**What is being asked:**
Every line of the records counts; transcribe each one exactly.

[Exercise material]

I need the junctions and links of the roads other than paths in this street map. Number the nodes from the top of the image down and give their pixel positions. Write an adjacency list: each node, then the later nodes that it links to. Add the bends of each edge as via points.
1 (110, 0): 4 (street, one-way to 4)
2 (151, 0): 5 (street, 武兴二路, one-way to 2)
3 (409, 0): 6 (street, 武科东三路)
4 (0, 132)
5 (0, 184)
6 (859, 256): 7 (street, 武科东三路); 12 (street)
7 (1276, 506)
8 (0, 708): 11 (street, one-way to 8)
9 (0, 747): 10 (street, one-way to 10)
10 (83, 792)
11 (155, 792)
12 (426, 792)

[/Exercise material]

**Answer below:**
I need the junctions and links of the roads other than paths in this street map. Number the nodes from the top of the image down and give their pixel positions. Write an adjacency list: each node, then the later nodes that it links to. Add the bends of each edge as via points.
1 (110, 0): 4 (street, one-way to 4)
2 (151, 0): 5 (street, 武兴二路, one-way to 2)
3 (409, 0): 6 (street, 武科东三路)
4 (0, 132)
5 (0, 184)
6 (859, 256): 7 (street, 武科东三路); 12 (street)
7 (1276, 506)
8 (0, 708): 11 (street, one-way to 8)
9 (0, 747): 10 (street, one-way to 10)
10 (83, 792)
11 (155, 792)
12 (426, 792)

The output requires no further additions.